> [Task goal]:
Search the entries for the word "Mackintosh". Copy each line in which it is found.

> [Given entries]:

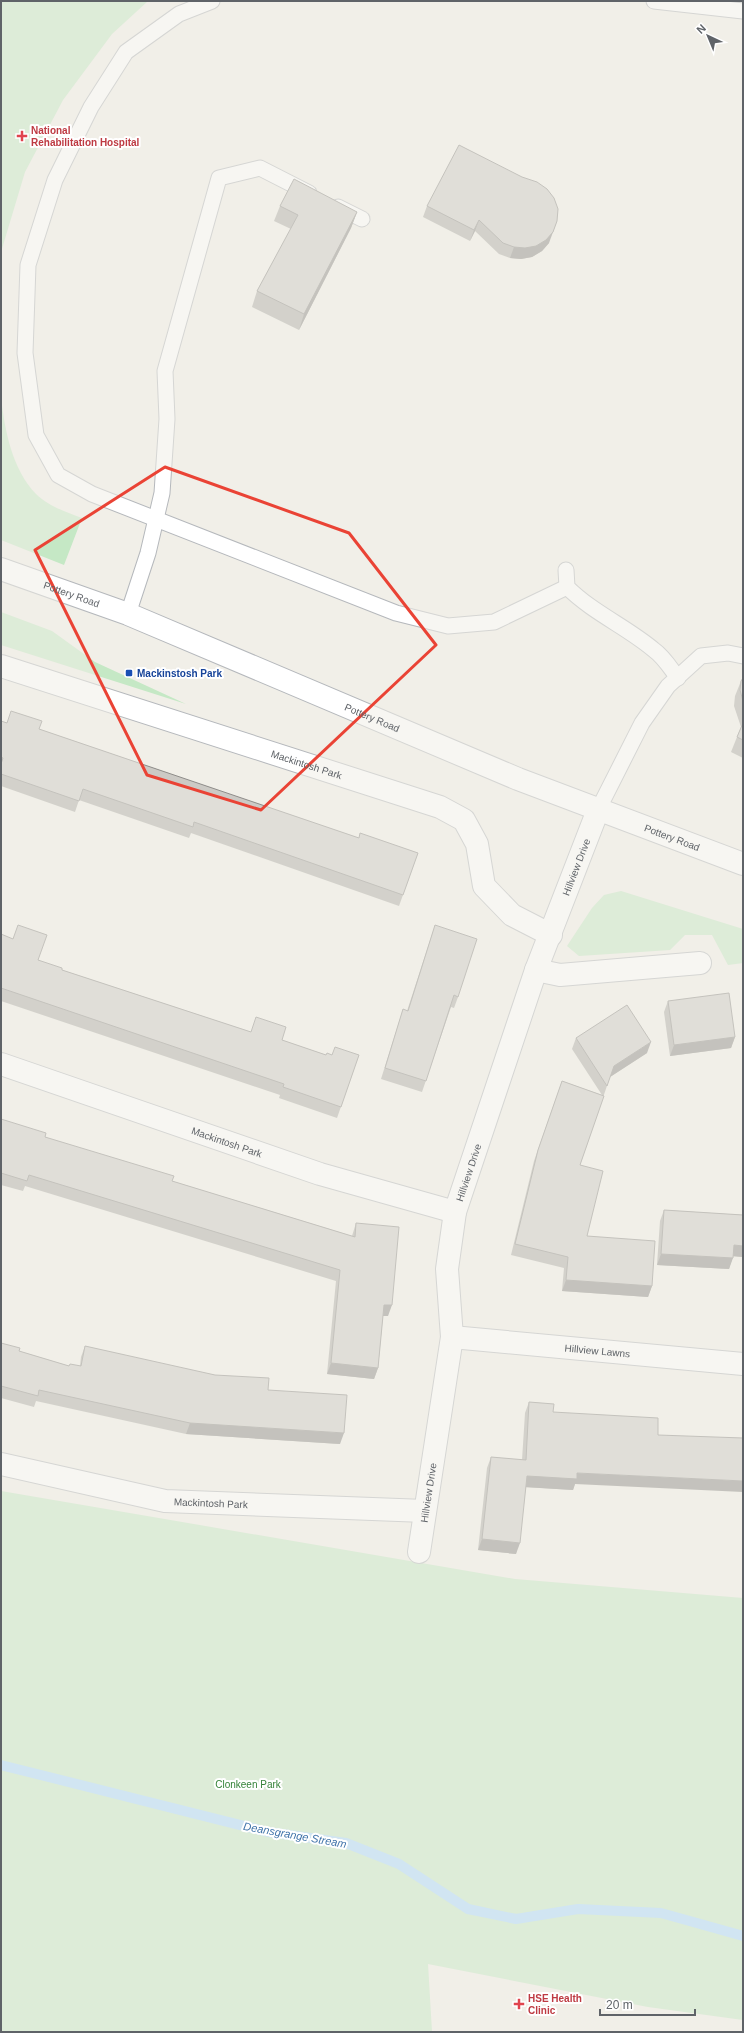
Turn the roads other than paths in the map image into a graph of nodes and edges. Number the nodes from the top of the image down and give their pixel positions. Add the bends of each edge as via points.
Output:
1 (212, 1) edge
2 (654, 1) edge
3 (743, 11) edge
4 (362, 220) dead end
5 (156, 519) junction
6 (1, 570) edge
7 (566, 570) dead end
8 (567, 587) junction
9 (128, 614) junction
10 (743, 656) edge
11 (1, 666) edge
12 (678, 678) junction
13 (598, 810) junction
14 (743, 864) edge
15 (551, 935) junction
16 (700, 963) dead end
17 (536, 970) junction
18 (1, 1064) edge
19 (455, 1212) junction
20 (452, 1337) junction
21 (743, 1364) edge
22 (1, 1464) edge
23 (424, 1511) junction
24 (419, 1552) dead end

1 - 5 lane via 180,14 126,52 91,107 55,180 28,265 25,353 36,435 58,475 92,494
2 - 3 lane
4 - 5 lane via 260,168 219,178 165,371 167,419 162,494
5 - 8 lane via 396,612 448,626 494,622
5 - 9 lane
6 - 9 street, Pottery Road
7 - 8 lane
8 - 12 lane via 579,599 656,651
9 - 13 street, Pottery Road via 518,779
10 - 12 lane via 728,653 701,656
11 - 15 street, Mackintosh Park via 440,808 464,820 477,844 484,886 512,915
12 - 13 lane via 668,686 642,723
13 - 14 street, Pottery Road
13 - 15 street, Hillview Drive
15 - 17 street, Hillview Drive
16 - 17 street via 560,975
17 - 19 street, Hillview Drive
18 - 19 street, Mackintosh Park via 320,1174
19 - 20 street, Hillview Drive via 447,1270
20 - 21 street, Hillview Lawns
20 - 23 street, Hillview Drive
22 - 23 street, Mackintosh Park via 165,1501
23 - 24 street, Hillview Drive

> [Task answer]:
11 - 15 street, Mackintosh Park via 440,808 464,820 477,844 484,886 512,915
18 - 19 street, Mackintosh Park via 320,1174
22 - 23 street, Mackintosh Park via 165,1501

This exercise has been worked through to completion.